I looked back at him, flight or fight hormones immediately shooting through my body. "No," I said and took a swig from my beer to negate the need to say more.
"Where you frem then?" he said, continuing to stare and thoroughly giving me the creeps.
Now, in this day and age, as an American abroad, when posed with the question of where I'm from I rarely say America (thanks and fuck you very much Bush). I usually go with California, or if the interrogator appears to be pretty hip, I'll say the States and go from there. But this guy... It was the first time that I contemplated saying I was from Canada. I gave myself a 50/50 chance of getting out of this without a fight no matter what I said, so I decided to go with the truth.
"Well I'm living and working in Japan now really, but originally I'm from California. Long Bea--"
"AMERICA?" he yelled and I flinched.
But suddenly his hardass stare went away to be replaced by the biggest toothy smile I've ever seen... I mean a complete 180 from hostile to friendly. "I love America! Hell, I thought ya was Australian," he beamed at me and threw up his hand. It hung up there for a second until I realized he wanted to high five, so I stuck my hand out and sure enough he slapped it and even did a little snap with his fingers. Funny, but it reminded me of a buddy of mine back when I was doing manual labor at UPS, this guy named Nick from Diamond Bar who used to do that little snap after a hand slap because he used to hang out with some vatos from Brea and would call everybody dog---
"...and my lady, she got me thaze fer my birthday," he was saying though I hadn't been paying attention. "Disneyland, yeh, we always wanted ta go there."
Did he just say Disneyland? "Oh yeah?" I threw out tentatively. What the hell was he talking about?
"Yeh, man, I love America. 2Pac." He took a hit from his cigarette. "Snoop Dogg..."
"You like Snoop Dogg?" I said. "I'm from Long Beach! That's where he's from. Do you know Sublime?"
"Ah yeh, ev course!" And next thing I knew we were deep in conversation about music like we were old friends. I lit up another smoke and finished my beer, eventually remembered my burger and went back inside just in time to hear the grillman calling my number.

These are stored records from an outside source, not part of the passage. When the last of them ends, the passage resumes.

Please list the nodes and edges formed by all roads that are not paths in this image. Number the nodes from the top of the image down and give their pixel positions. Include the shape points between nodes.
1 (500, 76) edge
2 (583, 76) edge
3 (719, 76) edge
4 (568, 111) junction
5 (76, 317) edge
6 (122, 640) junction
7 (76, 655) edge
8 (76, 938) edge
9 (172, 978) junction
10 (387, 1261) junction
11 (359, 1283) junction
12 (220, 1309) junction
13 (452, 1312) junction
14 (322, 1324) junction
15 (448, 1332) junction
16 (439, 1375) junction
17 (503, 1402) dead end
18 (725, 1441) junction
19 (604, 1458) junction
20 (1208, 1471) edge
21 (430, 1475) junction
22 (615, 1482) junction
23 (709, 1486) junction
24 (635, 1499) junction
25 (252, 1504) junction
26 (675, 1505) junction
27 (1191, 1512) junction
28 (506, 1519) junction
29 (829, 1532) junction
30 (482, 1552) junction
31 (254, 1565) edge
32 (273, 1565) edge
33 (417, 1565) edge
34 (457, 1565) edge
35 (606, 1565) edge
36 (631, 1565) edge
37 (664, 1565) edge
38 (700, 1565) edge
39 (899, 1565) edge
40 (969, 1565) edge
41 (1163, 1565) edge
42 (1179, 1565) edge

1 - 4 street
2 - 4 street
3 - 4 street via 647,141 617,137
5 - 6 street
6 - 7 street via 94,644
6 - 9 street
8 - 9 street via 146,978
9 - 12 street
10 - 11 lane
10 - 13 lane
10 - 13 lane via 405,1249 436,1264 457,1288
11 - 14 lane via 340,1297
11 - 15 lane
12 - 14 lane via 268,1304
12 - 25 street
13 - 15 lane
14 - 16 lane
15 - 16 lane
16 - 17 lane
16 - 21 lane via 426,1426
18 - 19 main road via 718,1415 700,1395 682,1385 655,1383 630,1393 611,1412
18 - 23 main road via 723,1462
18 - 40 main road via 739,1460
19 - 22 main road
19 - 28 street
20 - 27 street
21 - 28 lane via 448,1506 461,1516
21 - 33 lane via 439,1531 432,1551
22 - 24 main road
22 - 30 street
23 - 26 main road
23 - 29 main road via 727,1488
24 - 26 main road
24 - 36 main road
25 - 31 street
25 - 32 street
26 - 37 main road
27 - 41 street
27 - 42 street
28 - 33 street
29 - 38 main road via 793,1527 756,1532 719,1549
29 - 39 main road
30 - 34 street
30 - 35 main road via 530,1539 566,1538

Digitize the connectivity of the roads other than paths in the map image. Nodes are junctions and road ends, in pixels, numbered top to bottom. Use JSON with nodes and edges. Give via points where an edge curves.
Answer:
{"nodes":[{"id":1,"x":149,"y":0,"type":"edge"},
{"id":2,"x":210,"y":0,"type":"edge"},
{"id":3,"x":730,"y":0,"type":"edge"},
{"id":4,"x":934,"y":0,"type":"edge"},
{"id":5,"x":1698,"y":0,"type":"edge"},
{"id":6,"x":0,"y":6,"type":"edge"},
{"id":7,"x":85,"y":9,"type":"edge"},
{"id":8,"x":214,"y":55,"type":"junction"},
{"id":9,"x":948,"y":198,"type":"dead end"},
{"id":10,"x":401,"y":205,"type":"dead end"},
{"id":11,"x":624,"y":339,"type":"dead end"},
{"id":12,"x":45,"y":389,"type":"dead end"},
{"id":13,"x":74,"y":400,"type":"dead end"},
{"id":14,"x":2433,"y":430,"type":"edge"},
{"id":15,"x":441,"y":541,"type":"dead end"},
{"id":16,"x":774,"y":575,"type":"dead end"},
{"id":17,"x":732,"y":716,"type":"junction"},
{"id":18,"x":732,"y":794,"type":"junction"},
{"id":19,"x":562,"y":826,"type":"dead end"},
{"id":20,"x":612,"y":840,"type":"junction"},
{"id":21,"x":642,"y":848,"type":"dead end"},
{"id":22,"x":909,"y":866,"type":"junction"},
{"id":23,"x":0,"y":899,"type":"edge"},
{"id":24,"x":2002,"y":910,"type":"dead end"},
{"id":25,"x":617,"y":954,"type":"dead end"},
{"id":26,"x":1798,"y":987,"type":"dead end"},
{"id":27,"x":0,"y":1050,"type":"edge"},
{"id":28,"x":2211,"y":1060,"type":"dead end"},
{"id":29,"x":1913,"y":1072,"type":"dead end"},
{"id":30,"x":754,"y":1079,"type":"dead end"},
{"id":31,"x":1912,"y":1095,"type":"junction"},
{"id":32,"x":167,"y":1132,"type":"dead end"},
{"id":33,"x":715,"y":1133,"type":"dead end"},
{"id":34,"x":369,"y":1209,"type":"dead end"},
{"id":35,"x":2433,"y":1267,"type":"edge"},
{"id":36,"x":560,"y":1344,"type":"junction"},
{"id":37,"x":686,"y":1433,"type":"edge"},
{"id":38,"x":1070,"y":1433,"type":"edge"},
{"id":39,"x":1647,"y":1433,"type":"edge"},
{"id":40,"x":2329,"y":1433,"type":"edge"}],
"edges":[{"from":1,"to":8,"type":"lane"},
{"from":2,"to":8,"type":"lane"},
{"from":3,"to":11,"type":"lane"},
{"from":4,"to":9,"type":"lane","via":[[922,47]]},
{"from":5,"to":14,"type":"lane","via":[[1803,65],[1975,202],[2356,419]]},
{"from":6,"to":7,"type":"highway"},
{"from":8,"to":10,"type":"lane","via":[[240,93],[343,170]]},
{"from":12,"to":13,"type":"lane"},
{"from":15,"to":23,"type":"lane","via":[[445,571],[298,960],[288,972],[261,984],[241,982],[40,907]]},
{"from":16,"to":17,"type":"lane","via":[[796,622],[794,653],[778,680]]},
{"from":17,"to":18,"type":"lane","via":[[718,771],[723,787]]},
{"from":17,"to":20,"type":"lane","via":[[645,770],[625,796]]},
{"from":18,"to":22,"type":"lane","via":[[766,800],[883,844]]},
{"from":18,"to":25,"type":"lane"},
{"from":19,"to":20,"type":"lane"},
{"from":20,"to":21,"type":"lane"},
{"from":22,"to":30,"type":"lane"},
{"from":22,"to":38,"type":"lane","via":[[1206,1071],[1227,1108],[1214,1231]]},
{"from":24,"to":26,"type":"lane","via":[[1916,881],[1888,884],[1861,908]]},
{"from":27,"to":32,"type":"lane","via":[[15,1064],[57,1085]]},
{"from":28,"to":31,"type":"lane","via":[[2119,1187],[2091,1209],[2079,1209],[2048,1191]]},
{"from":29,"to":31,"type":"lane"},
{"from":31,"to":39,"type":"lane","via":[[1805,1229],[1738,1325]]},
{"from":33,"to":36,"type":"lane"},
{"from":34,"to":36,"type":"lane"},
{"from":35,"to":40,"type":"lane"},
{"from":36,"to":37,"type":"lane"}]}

I grabbed the tray and worked my way to an empty table in the corner so I could people watch. There was a mountain of fries the size of two healthy stomaches and the burger was about as wide as a small pizza. I could feel my eyes widening and I dug the burger out of the yellow paper and hot sauce-covered jalapenos fell everywhere onto the tray. I laughed out loud and tore as big a bite into its soft belly as I could... and chewed it down... and waited... my mouth beginning to sear... and then it felt as if my tongue might actually burst into flames like smoking wood sometimes does, so I took another bite, this time bigger and before I knew it I had eaten half and was literally in tears and could feel my t-shirt wet with sweat under my arms. Absolutely the best jalapeño burger I've ever had and to date the only jalapeño burger I've ever had.